GPS: N39 08 59.7 W76 50 05.1
Habitat: Most of the area is wooded and overlooks Fall Line sections of the Little Patuxent River (LPR) and the Middle Patuxent River (MPR). Although there are still some remnant mature scrub pines, they are rapidly giving way to deciduous forest. Soil here is thin over a rocky base so trees are frequently uprooted in high winds. Trails cover both uplands and floodplain along the rivers. There are remnants of bridge abutments and buildings associated with quarrying and the Savage Mill.
Layout: The four color-coded trails are connected so that one can obtain plenty of exercise within a few hours. Square wooden posts with arrows are positioned at trail intersections, and area maps are posted on trees in a few key locations. The Red Trail (1.1 miles) serves as the main stem of the trail system and includes a loop called the Horseshoe along the MPR. The initial section of this trail passes posts marking trailheads for the Green and Blue trails. Beyond this point, the Red Trail remains on upland and eventually allows views of the MPR. After some distance, the trail drops down to sandy floodplain adjacent to the rocky river. The Green Trail (1.63 miles) is the longest of the four and covers uplands as well as sections of the floodplains of both rivers. The information board in the parking lot provides detailed historical information about items to be found along this trail. The junction of the two rivers is at about the halfway point along this trail. In early spring, the south-facing slope of the MPR contains early blooming wildflowers. A small pond favored by amphibians exists at the foot of this slope. The much cooler north-facing slope of the LPR extends the blooming season of some of the same spring ephemerals. It also contains historical ruins. The Blue Trail (0.77 mile) stays on high ground and serves as a shortcut to reach the junction of the two rivers. The Yellow Trail (0.14 mile) is a short loop off the Red Trail on the west side of the Horseshoe. This trail drops to the floodplain along a less rocky section of the MPR than that found on the east side of the Horseshoe.

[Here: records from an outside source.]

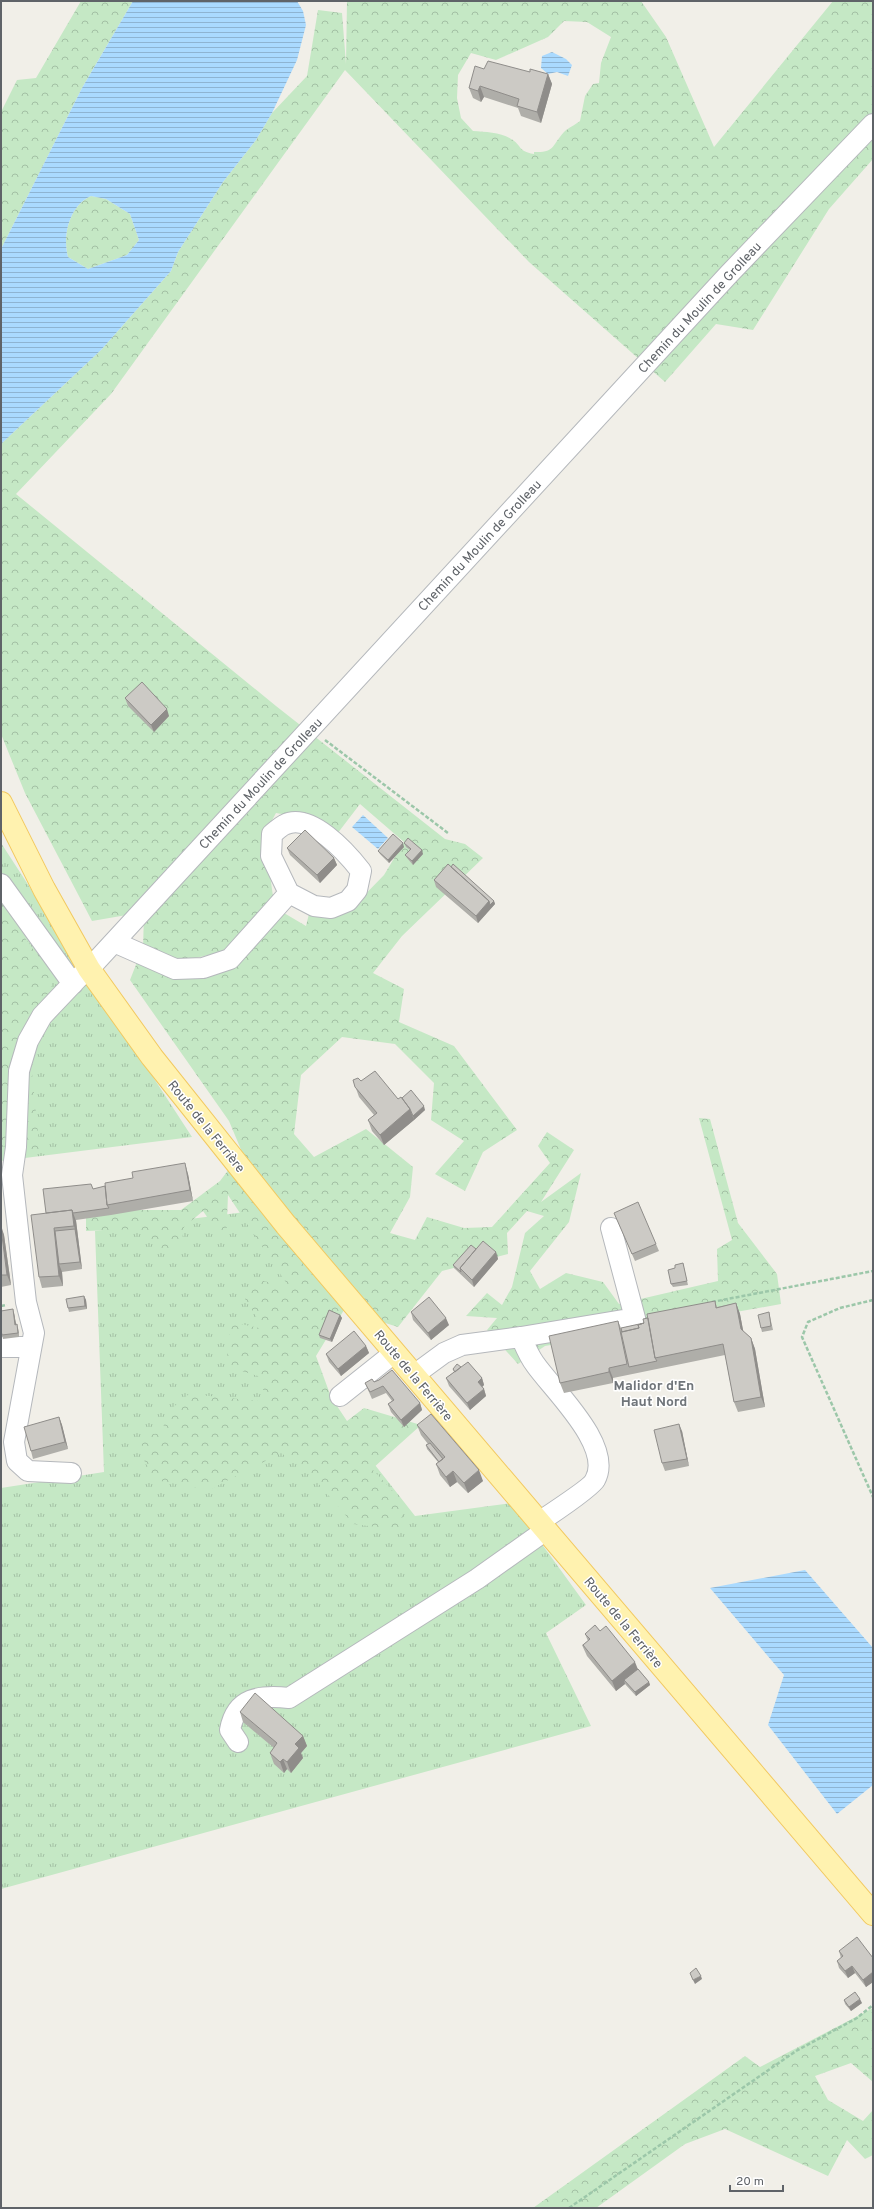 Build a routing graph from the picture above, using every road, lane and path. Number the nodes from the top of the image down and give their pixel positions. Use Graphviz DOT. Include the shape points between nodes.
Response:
graph roads {
  1 [pos="873,124"];
  2 [pos="310,729"];
  3 [pos="1,803"];
  4 [pos="448,833"];
  5 [pos="1,884"];
  6 [pos="289,893"];
  7 [pos="114,942"];
  8 [pos="89,970"];
  9 [pos="73,984"];
  10 [pos="611,1228"];
  11 [pos="873,1271"];
  12 [pos="873,1300"];
  13 [pos="704,1304"];
  14 [pos="521,1337"];
  15 [pos="1,1347"];
  16 [pos="32,1347"];
  17 [pos="394,1353"];
  18 [pos="414,1375"];
  19 [pos="340,1396"];
  20 [pos="71,1473"];
  21 [pos="873,1497"];
  22 [pos="543,1526"];
  23 [pos="238,1742"];
  24 [pos="873,1914"];
  25 [pos="873,2005"];
  26 [pos="569,2208"];
  1 -- 2 [label="street, Chemin du Moulin de Grolleau" via="728,274"];
  2 -- 4 [label="path"];
  2 -- 7 [label="street, Chemin du Moulin de Grolleau"];
  3 -- 8 [label="main road, Route de la Ferrière" via="44,889"];
  5 -- 9 [label="street"];
  6 -- 6 [label="street" via="271,856 272,834 284,824 298,822 319,829 347,854 361,871 357,890 348,901 331,908 314,906"];
  6 -- 7 [label="street" via="230,959 203,968 175,969"];
  7 -- 8 [label="street, Chemin du Moulin de Grolleau"];
  8 -- 9 [label="street, Chemin du Moulin de Grolleau"];
  8 -- 17 [label="main road, Route de la Ferrière" via="157,1063 286,1225"];
  9 -- 16 [label="street, Chemin du Moulin de Grolleau" via="42,1016 28,1041 19,1071 16,1147 12,1175 26,1302 34,1334"];
  10 -- 14 [label="street" via="635,1318"];
  11 -- 13 [label="path"];
  12 -- 21 [label="path" via="840,1308 808,1322 802,1337"];
  14 -- 18 [label="street" via="462,1345 444,1353"];
  14 -- 22 [label="street" via="534,1363 583,1425 597,1453 599,1469 595,1482"];
  15 -- 16 [label="street"];
  16 -- 20 [label="street, Chemin du Moulin de Grolleau" via="14,1442 17,1461 28,1471"];
  17 -- 18 [label="main road, Route de la Ferrière"];
  17 -- 19 [label="street"];
  18 -- 22 [label="main road, Route de la Ferrière"];
  22 -- 23 [label="street" via="477,1579 289,1698 265,1696 247,1702 233,1716 230,1730"];
  22 -- 24 [label="main road, Route de la Ferrière"];
  25 -- 26 [label="path" via="857,2018 796,2051"];
}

Best Time to Visit: Spring and fall are of most interest to birders; however, hikers can enjoy the area during any season when the ground is free of ice and snow. Spring brings out favorite early wildflowers, while summer is best for dragonflies over or near the rivers. Depending on rainfall, a variety of fungi can appear during warm weather.
Birding: Birding is best in spring during passerine migration. The short paved section of the Red Trail contains extensive understory which is often good for sparrows and towhees. Just beyond the asphalt the trail continues past red mulberry and grapevine-draped trees. This location is best from midsummer into the fall. Louisiana Waterthrushes regularly nest along the rivers, with Ovenbirds and Wood Thrushes on the hillsides. A few Pine Warblers are still present during the breeding season (fewer each year as the pines die). Red-breasted Nuthatches can sometimes be heard in remnant pine patches during the winter. A Great Horned Owl nested in a large beech along the Red Trail some years ago; an occasional Barred Owl is heard at dawn or dusk.
Highlights:The confluence of the Little Patuxent and Middle Patuxent rivers, remnant quarries, ruins associated with Savage Mill, and varied natural history combine to make this an attractive area during much of the year.
Handicapped Access: The rocky nature of many of the trails along with steep slopes make this site challenging for those who lack mobility. To sample the site, take the main trail from the parking lot. This section is paved for a short distance; it then becomes a wide beaten path with a gentle grade. For perhaps a quarter-mile it passes through a sampling of the upland habitats found along the other trails.